**TASK ITEM**
Drop the pictures and restate the rest of the listing word for word.
= = =
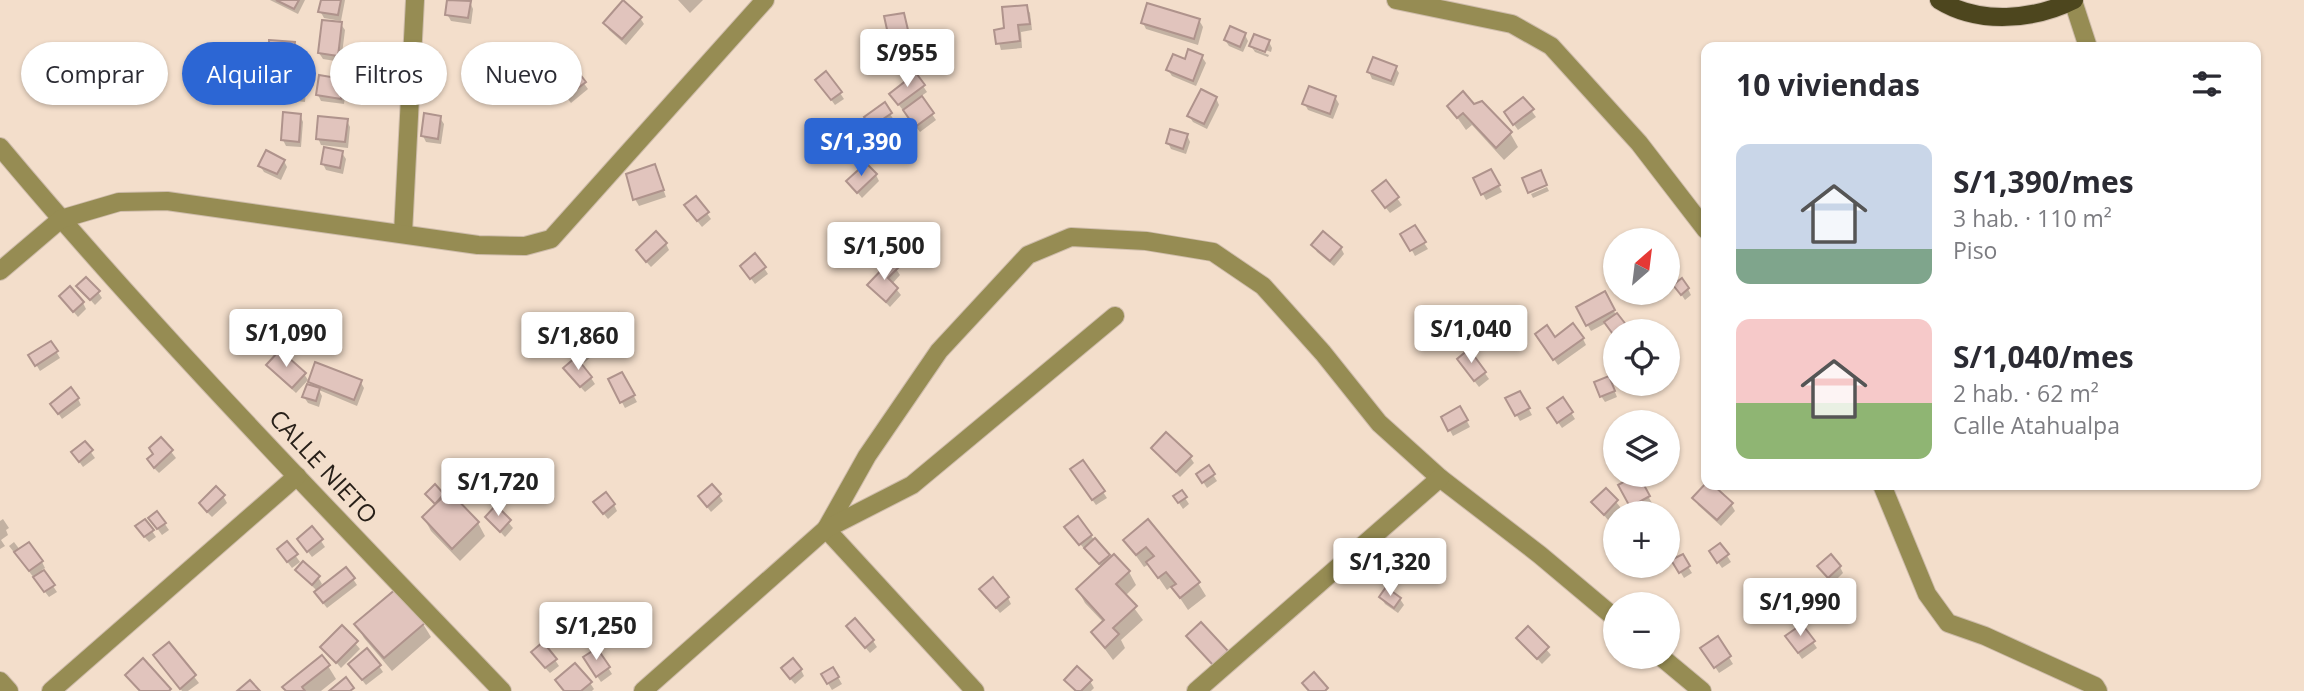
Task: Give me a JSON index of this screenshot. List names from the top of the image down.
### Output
{
  "streets": {
    "street": ["CALLE NIETO"]
  },
  "north": "top right",
  "page": {
    "price": [
      "S/955",
      "S/1,390",
      "S/1,500",
      "S/1,040",
      "S/1,090",
      "S/1,860",
      "S/1,720",
      "S/1,320",
      "S/1,990",
      "S/1,250"
    ],
    "chip": [
      "Comprar",
      "Alquilar",
      "Filtros",
      "Nuevo"
    ],
    "heading": "10 viviendas",
    "list": [
      {
        "name": "S/1,390/mes",
        "note": "3 hab. · 110 m² · Piso"
      },
      {
        "name": "S/1,040/mes",
        "note": "2 hab. · 62 m² · Calle Atahualpa"
      }
    ],
    "map_buttons": ["+", "−"]
  }
}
= = =
**WRITTEN RESPONSE**
Task: Give me a JSON index of this screenshot. List names from the top of the image down.
### Output
{
  "streets": {
    "street": ["CALLE NIETO"]
  },
  "north": "top right",
  "page": {
    "price": [
      "S/955",
      "S/1,390",
      "S/1,500",
      "S/1,040",
      "S/1,090",
      "S/1,860",
      "S/1,720",
      "S/1,320",
      "S/1,990",
      "S/1,250"
    ],
    "chip": [
      "Comprar",
      "Alquilar",
      "Filtros",
      "Nuevo"
    ],
    "heading": "10 viviendas",
    "list": [
      {
        "name": "S/1,390/mes",
        "note": "3 hab. · 110 m² · Piso"
      },
      {
        "name": "S/1,040/mes",
        "note": "2 hab. · 62 m² · Calle Atahualpa"
      }
    ],
    "map_buttons": ["+", "−"]
  }
}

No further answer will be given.